▶ [ACTIVITY] Compute the number of lines in the following data that include the word "hand", and output that number alone.

....................

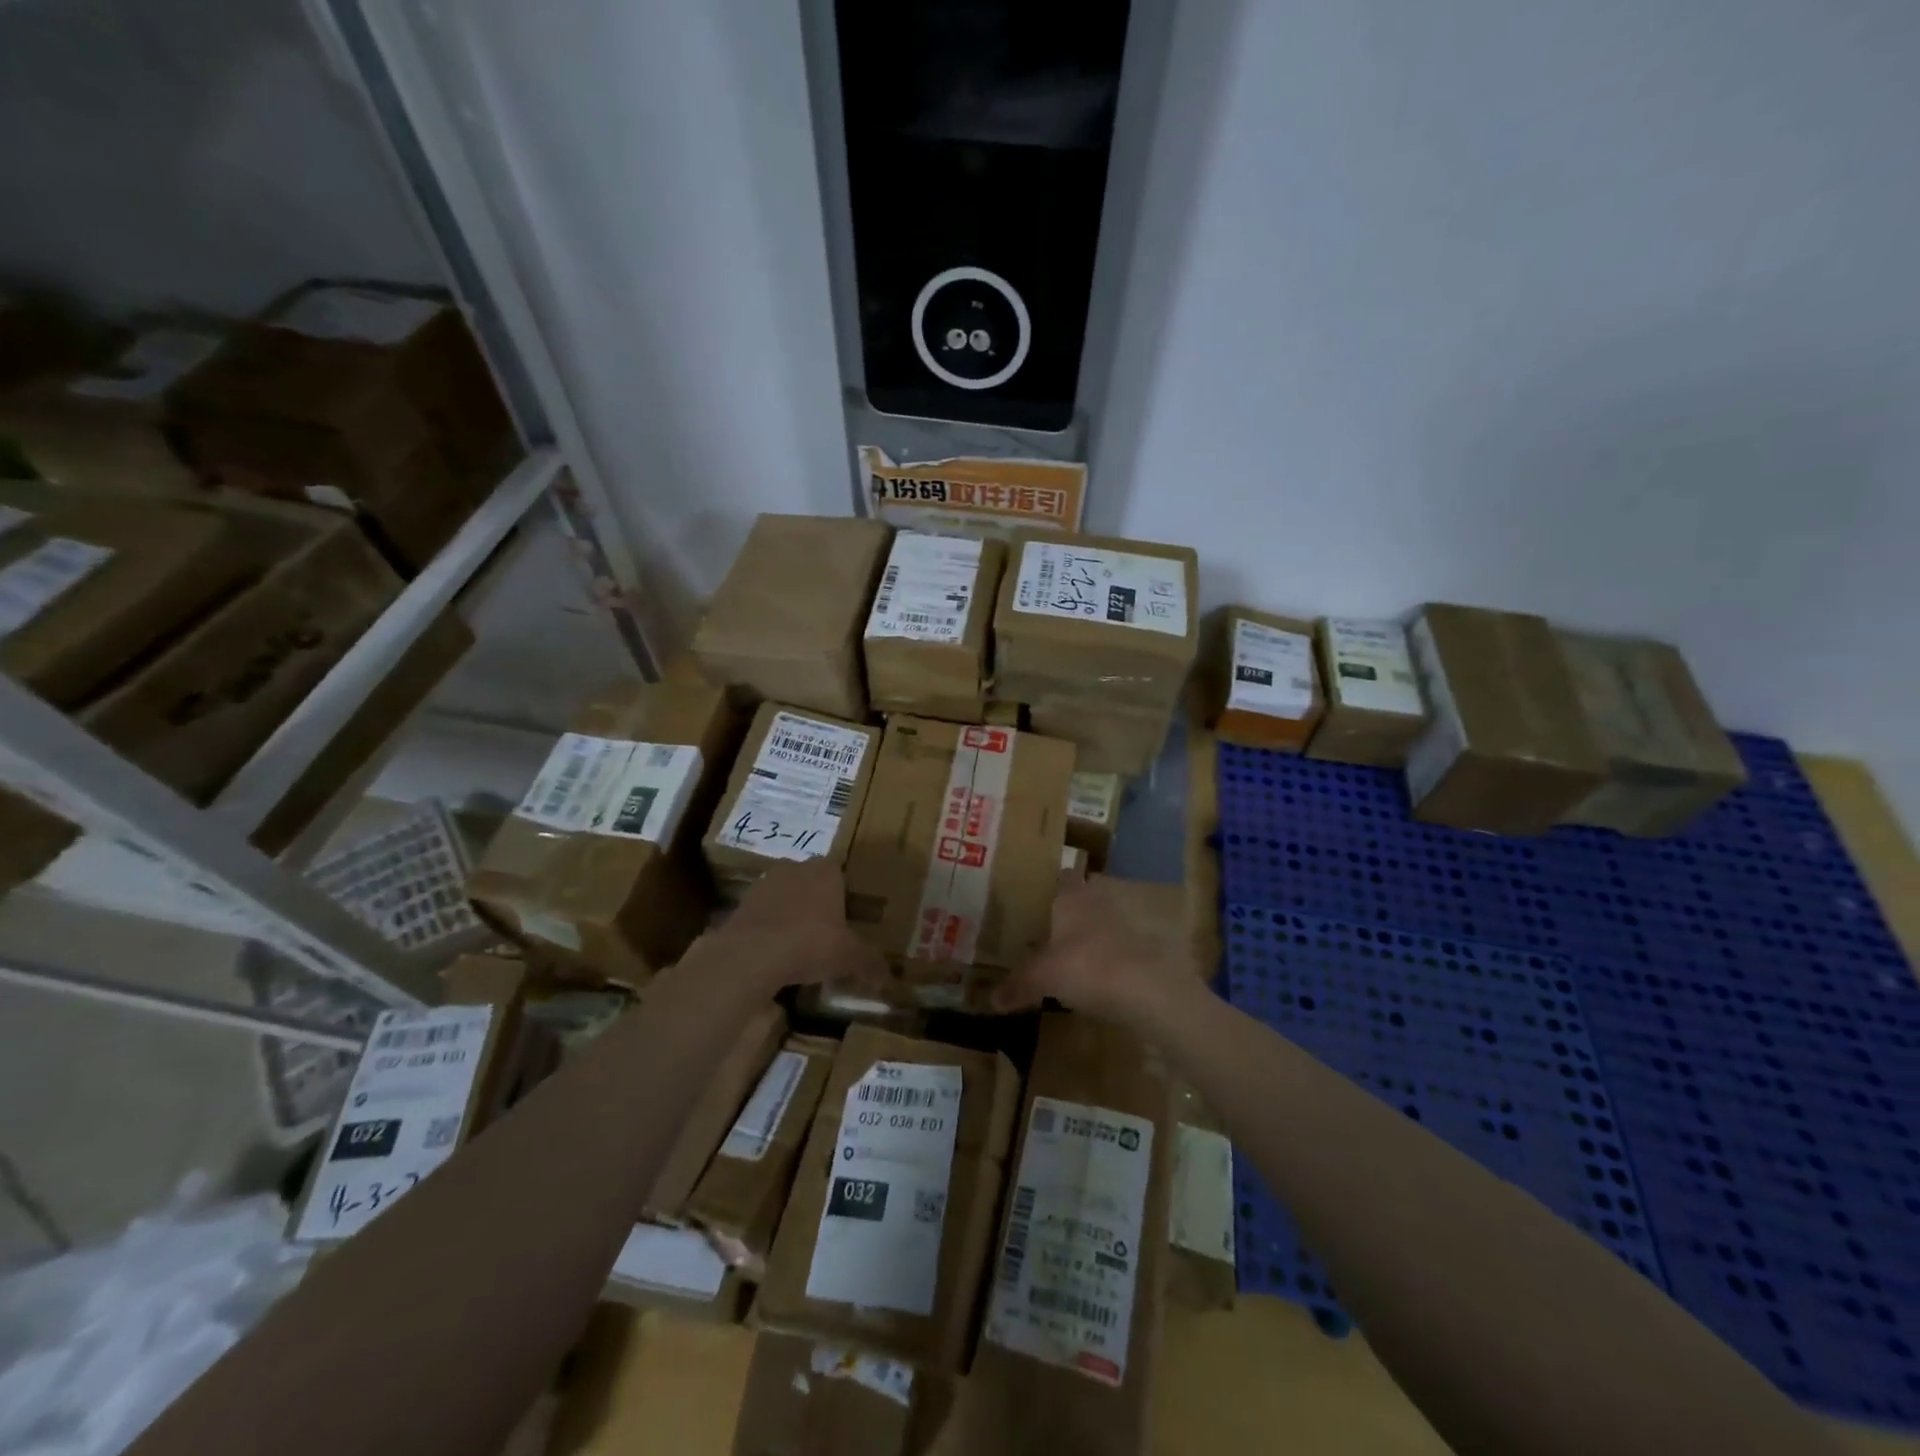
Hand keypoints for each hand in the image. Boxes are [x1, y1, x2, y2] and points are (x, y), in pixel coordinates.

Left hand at [717, 860, 887, 994]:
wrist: (752, 954)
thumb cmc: (811, 943)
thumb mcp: (849, 956)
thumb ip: (869, 962)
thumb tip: (886, 976)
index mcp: (826, 871)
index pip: (841, 874)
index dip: (846, 897)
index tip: (849, 920)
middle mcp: (796, 868)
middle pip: (812, 883)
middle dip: (819, 904)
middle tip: (827, 934)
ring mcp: (765, 883)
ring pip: (786, 896)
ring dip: (792, 914)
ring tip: (799, 946)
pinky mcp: (742, 903)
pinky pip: (764, 913)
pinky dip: (770, 928)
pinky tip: (775, 953)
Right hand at [992, 875, 1196, 1023]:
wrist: (1149, 990)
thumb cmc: (1088, 967)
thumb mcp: (1043, 978)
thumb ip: (1017, 985)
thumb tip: (991, 1000)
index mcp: (1072, 898)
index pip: (1062, 876)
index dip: (1050, 882)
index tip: (1035, 894)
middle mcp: (1098, 904)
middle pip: (1081, 899)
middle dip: (1066, 911)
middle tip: (1043, 928)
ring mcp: (1125, 927)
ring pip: (1099, 924)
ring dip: (1086, 937)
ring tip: (1064, 955)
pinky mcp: (1142, 952)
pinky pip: (1115, 951)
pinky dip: (1103, 961)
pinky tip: (1090, 980)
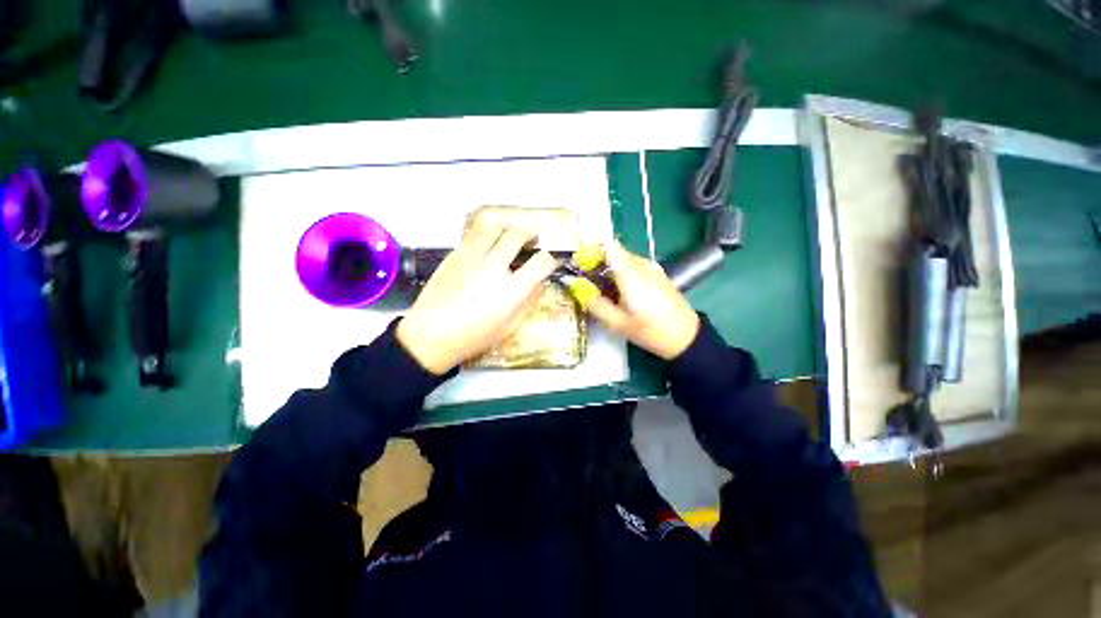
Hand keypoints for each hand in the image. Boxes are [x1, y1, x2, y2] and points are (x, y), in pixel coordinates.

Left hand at [396, 224, 557, 373]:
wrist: (431, 334)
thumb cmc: (474, 336)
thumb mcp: (510, 326)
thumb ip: (529, 301)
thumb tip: (539, 281)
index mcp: (511, 291)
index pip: (541, 262)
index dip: (549, 259)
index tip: (547, 262)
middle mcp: (493, 268)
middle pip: (518, 235)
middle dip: (530, 234)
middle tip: (531, 240)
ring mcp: (472, 257)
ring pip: (495, 227)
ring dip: (508, 229)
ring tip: (509, 238)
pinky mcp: (455, 254)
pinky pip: (475, 234)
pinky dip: (488, 235)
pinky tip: (487, 247)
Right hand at [585, 240, 699, 359]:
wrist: (686, 336)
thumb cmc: (650, 331)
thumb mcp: (617, 323)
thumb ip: (595, 303)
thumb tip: (576, 287)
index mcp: (630, 274)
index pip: (608, 245)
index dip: (590, 249)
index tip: (579, 263)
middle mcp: (641, 264)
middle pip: (613, 251)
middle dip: (597, 262)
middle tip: (586, 281)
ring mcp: (651, 267)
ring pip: (623, 258)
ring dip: (609, 268)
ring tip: (602, 289)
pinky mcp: (657, 272)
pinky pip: (633, 265)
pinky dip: (621, 272)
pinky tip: (620, 292)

....................

▶ [RESPONSE TO THE TASK] 6